Data to examine →
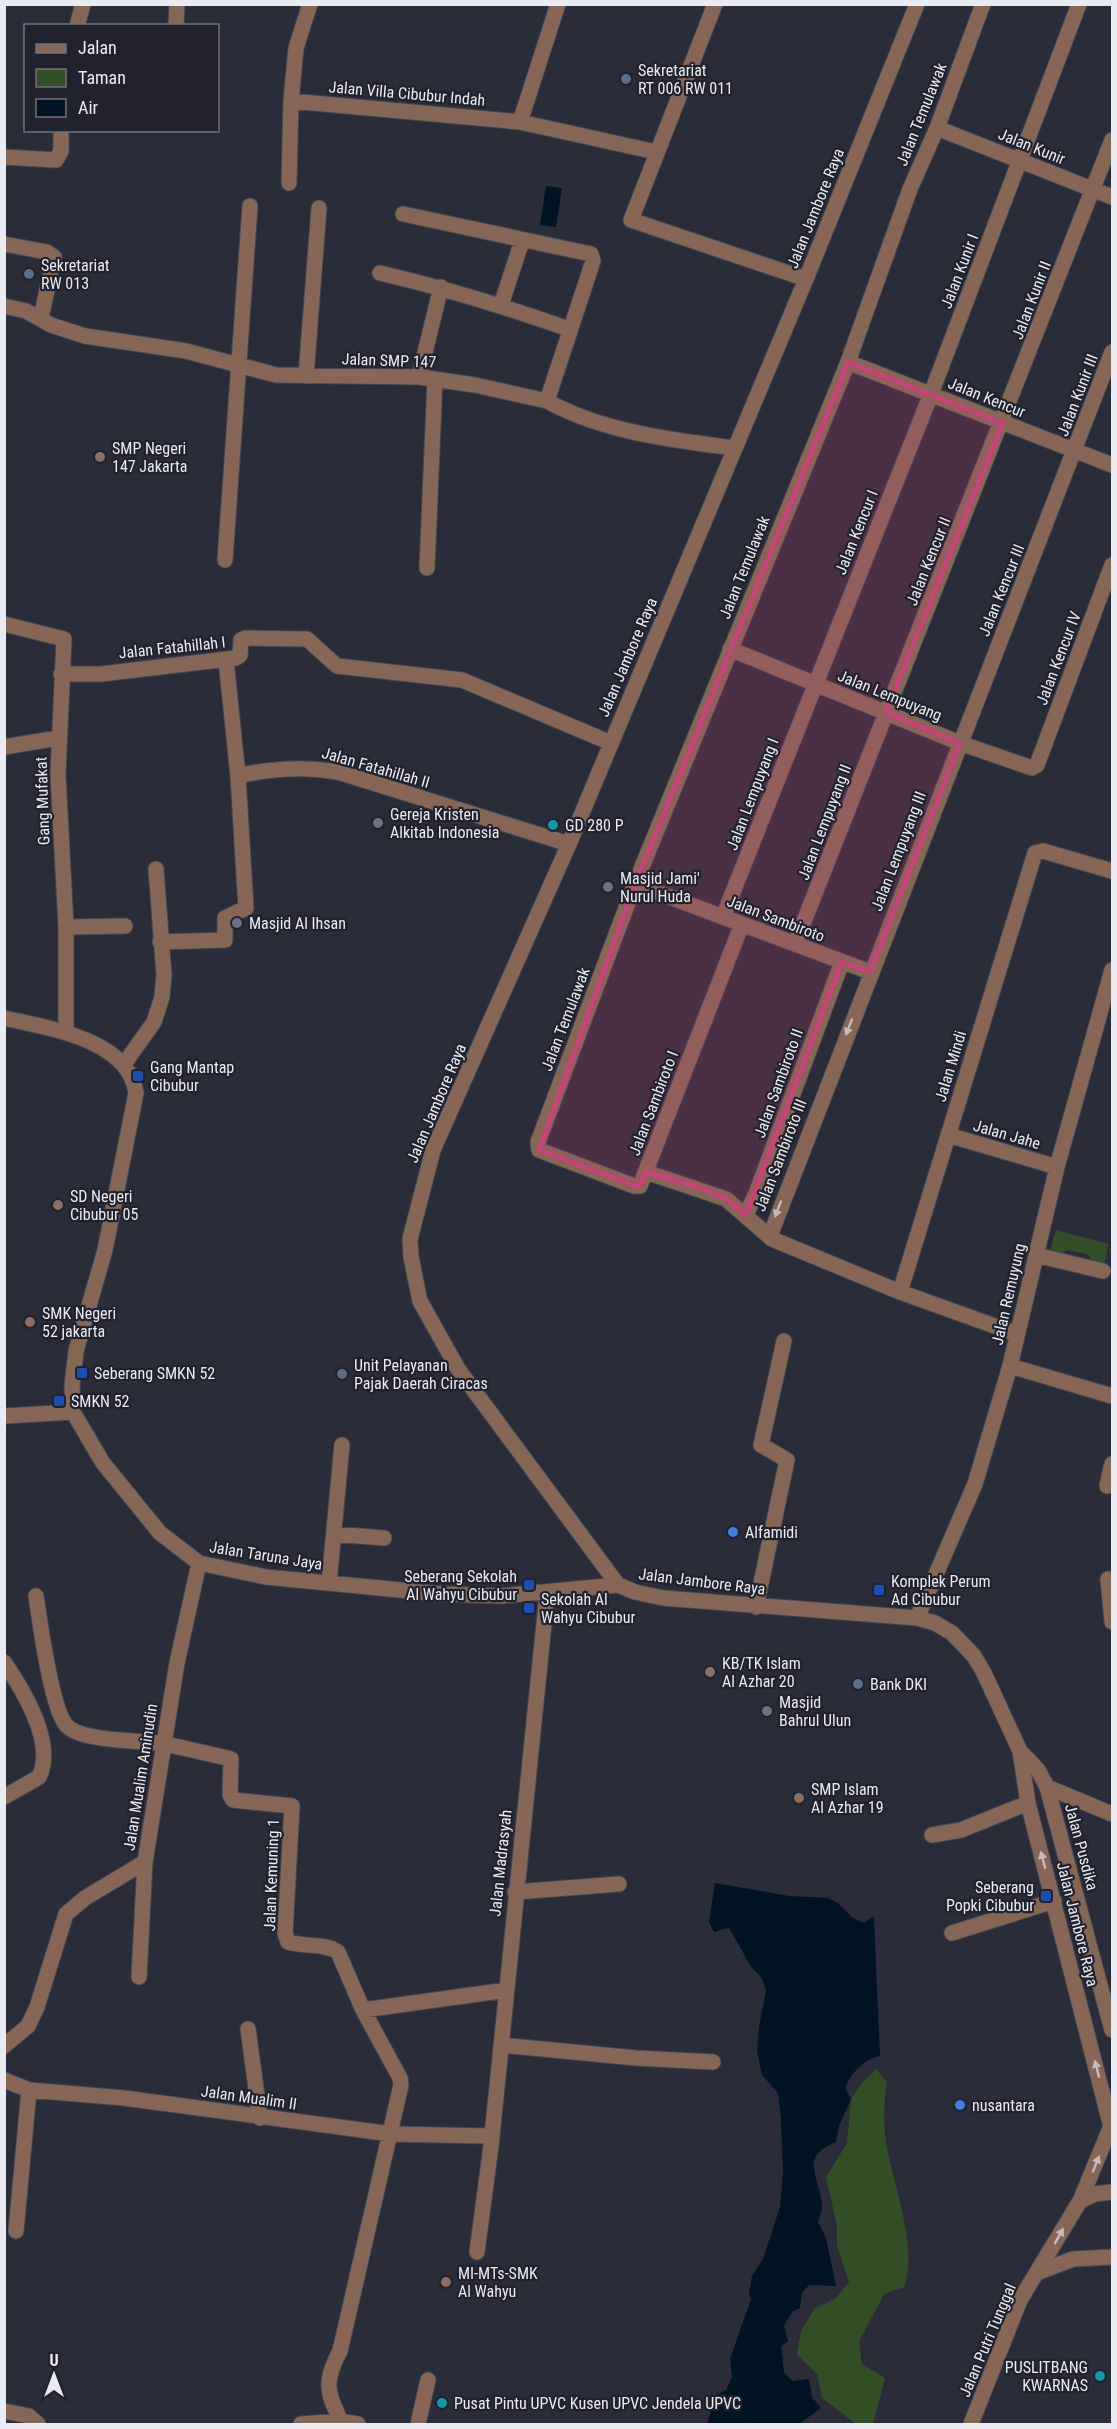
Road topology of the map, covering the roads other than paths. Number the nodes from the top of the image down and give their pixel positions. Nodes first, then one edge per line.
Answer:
1 (83, 4) edge
2 (177, 4) edge
3 (310, 4) edge
4 (558, 4) edge
5 (715, 4) edge
6 (917, 4) edge
7 (983, 4) edge
8 (1079, 4) edge
9 (78, 24) edge
10 (176, 24) edge
11 (291, 101) junction
12 (520, 122) junction
13 (937, 128) junction
14 (62, 132) edge
15 (1113, 140) edge
16 (656, 152) junction
17 (4, 157) edge
18 (1021, 161) junction
19 (289, 183) dead end
20 (1094, 190) junction
21 (1113, 197) edge
22 (250, 206) dead end
23 (319, 208) dead end
24 (403, 213) dead end
25 (522, 241) junction
26 (4, 244) edge
27 (380, 273) dead end
28 (806, 279) junction
29 (441, 287) junction
30 (501, 305) junction
31 (4, 306) edge
32 (41, 318) junction
33 (569, 329) junction
34 (1113, 352) edge
35 (848, 362) junction
36 (240, 363) junction
37 (306, 376) junction
38 (419, 377) junction
39 (435, 379) junction
40 (931, 394) junction
41 (547, 401) junction
42 (1003, 423) junction
43 (734, 448) junction
44 (1075, 450) junction
45 (1113, 465) edge
46 (225, 560) dead end
47 (1113, 565) edge
48 (427, 568) dead end
49 (4, 624) edge
50 (730, 649) junction
51 (226, 660) junction
52 (61, 674) junction
53 (814, 683) junction
54 (886, 712) junction
55 (58, 738) junction
56 (611, 743) junction
57 (960, 743) junction
58 (4, 747) edge
59 (1037, 765) joint
60 (238, 776) junction
61 (569, 844) junction
62 (156, 869) dead end
63 (1113, 871) edge
64 (635, 884) junction
65 (723, 917) junction
66 (742, 924) junction
67 (125, 926) dead end
68 (66, 927) junction
69 (160, 942) junction
70 (795, 944) junction
71 (842, 962) junction
72 (1113, 970) edge
73 (870, 972) junction
74 (4, 1018) edge
75 (66, 1032) junction
76 (124, 1064) junction
77 (948, 1135) junction
78 (538, 1143) joint
79 (1057, 1167) junction
80 (646, 1172) junction
81 (746, 1215) junction
82 (770, 1236) junction
83 (1036, 1255) junction
84 (1103, 1271) dead end
85 (900, 1292) junction
86 (1017, 1334) junction
87 (784, 1341) dead end
88 (1010, 1366) junction
89 (1113, 1396) edge
90 (73, 1412) junction
91 (4, 1416) edge
92 (342, 1445) dead end
93 (1113, 1464) edge
94 (1107, 1486) dead end
95 (333, 1534) junction
96 (384, 1538) dead end
97 (199, 1563) junction
98 (1108, 1579) dead end
99 (329, 1583) junction
100 (618, 1585) junction
101 (547, 1594) junction
102 (36, 1596) dead end
103 (756, 1607) junction
104 (917, 1618) junction
105 (1113, 1622) edge
106 (4, 1662) edge
107 (164, 1744) junction
108 (1020, 1750) junction
109 (1047, 1787) junction
110 (4, 1797) edge
111 (1028, 1803) junction
112 (1113, 1814) edge
113 (932, 1835) dead end
114 (145, 1862) junction
115 (619, 1884) dead end
116 (515, 1892) junction
117 (1054, 1901) junction
118 (952, 1933) dead end
119 (139, 1977) dead end
120 (507, 1990) junction
121 (363, 2010) junction
122 (248, 2029) dead end
123 (1113, 2030) edge
124 (501, 2045) junction
125 (4, 2046) edge
126 (713, 2062) dead end
127 (4, 2080) edge
128 (29, 2090) junction
129 (260, 2118) junction
130 (1112, 2128) edge
131 (392, 2134) junction
132 (490, 2136) junction
133 (1113, 2192) edge
134 (1080, 2201) junction
135 (16, 2231) dead end
136 (477, 2252) dead end
137 (1113, 2257) edge
138 (1039, 2272) junction
139 (428, 2380) dead end
140 (4, 2410) edge
141 (341, 2421) junction
142 (38, 2424) edge
143 (301, 2424) edge
144 (358, 2424) edge
145 (418, 2424) edge
146 (971, 2424) edge

1 - 9 street
2 - 10 street
3 - 11 street
4 - 12 street
5 - 16 street
6 - 28 street, Jalan Jambore Raya
7 - 13 street, Jalan Temulawak
8 - 18 street, Jalan Kunir I
11 - 12 street, Jalan Villa Cibubur Indah
11 - 19 street
12 - 16 street, Jalan Villa Cibubur Indah
13 - 18 street, Jalan Kunir
13 - 35 street, Jalan Temulawak
14 - 17 street
15 - 20 street, Jalan Kunir II
16 - 28 street
18 - 20 street, Jalan Kunir
18 - 40 street, Jalan Kunir I
20 - 21 street, Jalan Kunir
20 - 42 street, Jalan Kunir II
22 - 36 street
23 - 37 street
24 - 25 street
25 - 30 street
25 - 33 street
26 - 32 street
27 - 29 street
28 - 43 street, Jalan Jambore Raya
29 - 30 street
29 - 38 street
30 - 33 street
31 - 32 street, Jalan SMP 147
32 - 36 street, Jalan SMP 147
33 - 41 street
34 - 44 street, Jalan Kunir III
35 - 40 street, Jalan Kencur
35 - 50 street, Jalan Temulawak
36 - 37 street, Jalan SMP 147
36 - 46 street
37 - 38 street, Jalan SMP 147
38 - 39 street, Jalan SMP 147
39 - 41 street, Jalan SMP 147
39 - 48 street
40 - 42 street, Jalan Kencur
40 - 53 street, Jalan Kencur I
41 - 43 street, Jalan SMP 147
42 - 44 street, Jalan Kencur
42 - 54 street, Jalan Kencur II
43 - 56 street, Jalan Jambore Raya
44 - 45 street, Jalan Kencur
44 - 57 street, Jalan Kencur III
47 - 59 street, Jalan Kencur IV
49 - 52 street, Gang Mufakat
50 - 53 street, Jalan Lempuyang
50 - 64 street, Jalan Temulawak
51 - 52 street, Jalan Fatahillah I
51 - 56 street, Jalan Fatahillah I
51 - 60 street
52 - 55 street, Gang Mufakat
53 - 54 street, Jalan Lempuyang
53 - 65 street, Jalan Lempuyang I
54 - 57 street, Jalan Lempuyang
54 - 70 street, Jalan Lempuyang II
55 - 58 street
55 - 68 street, Gang Mufakat
56 - 61 street, Jalan Jambore Raya
57 - 59 street, Jalan Lempuyang
57 - 73 street, Jalan Lempuyang III
60 - 61 street, Jalan Fatahillah II
60 - 69 street
61 - 100 street, Jalan Jambore Raya
62 - 69 street
63 - 77 street, Jalan Mindi
64 - 65 street, Jalan Sambiroto
64 - 78 street, Jalan Temulawak
65 - 66 street, Jalan Sambiroto
66 - 70 street, Jalan Sambiroto
66 - 80 street, Jalan Sambiroto I
67 - 68 street
68 - 75 street, Gang Mufakat
69 - 76 street
70 - 71 street, Jalan Sambiroto
71 - 73 street, Jalan Sambiroto
71 - 81 street, Jalan Sambiroto II
72 - 79 street, Jalan Remuyung
73 -> 82 street, Jalan Sambiroto III
74 - 75 street
75 - 76 street
76 - 90 street, Jalan Taruna Jaya
77 - 79 street, Jalan Jahe
77 - 85 street, Jalan Mindi
78 - 80 street, Jalan Sambiroto I
79 - 83 street, Jalan Remuyung
80 - 81 street
81 - 82 street
82 - 85 street, Jalan Sambiroto III
83 - 84 street
83 - 86 street, Jalan Remuyung
85 - 86 street, Jalan Sambiroto III
86 - 88 street, Jalan Remuyung
87 - 103 street
88 - 89 street
88 - 104 street, Jalan Remuyung
90 - 91 street
90 - 97 street, Jalan Taruna Jaya
92 - 95 street
93 - 94 street
95 - 96 street
95 - 99 street
97 - 99 street, Jalan Taruna Jaya
97 - 107 street, Jalan Mualim Aminudin
98 - 105 street
99 - 101 street, Jalan Taruna Jaya
100 - 101 street, Jalan Taruna Jaya
100 - 103 street, Jalan Jambore Raya
101 - 116 street, Jalan Madrasyah
102 - 107 street
103 - 104 street, Jalan Jambore Raya
104 - 108 street, Jalan Jambore Raya
106 - 110 street
107 - 114 street, Jalan Mualim Aminudin
107 - 121 street, Jalan Kemuning 1
108 - 109 street, Jalan Pusdika
108 - 111 street, Jalan Jambore Raya
109 - 112 street
109 - 123 street, Jalan Pusdika
111 - 113 street
117 -> 111 street, Jalan Jambore Raya
114 - 119 street
114 - 125 street, Jalan Mualim Aminudin
115 - 116 street
116 - 120 street, Jalan Madrasyah
117 - 118 street
130 -> 117 street, Jalan Jambore Raya
120 - 121 street
120 - 124 street, Jalan Madrasyah
121 - 131 street
122 - 129 street
124 - 126 street
124 - 132 street, Jalan Madrasyah
127 - 128 street, Jalan Mualim II
128 - 129 street, Jalan Mualim II
128 - 135 street
129 - 131 street, Jalan Mualim II
134 -> 130 street, Jalan Putri Tunggal
131 - 132 street, Jalan Mualim II
131 - 141 street
132 - 136 street, Jalan Madrasyah
133 - 134 street
138 -> 134 street, Jalan Putri Tunggal
137 - 138 street
138 - 146 street, Jalan Putri Tunggal
139 - 145 street
140 - 142 street
141 - 143 street
141 - 144 street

Problem to work on → Each line of the records above that holds the word "Kunir" should be counted, and only the final number stated.

Solution to the problem → 8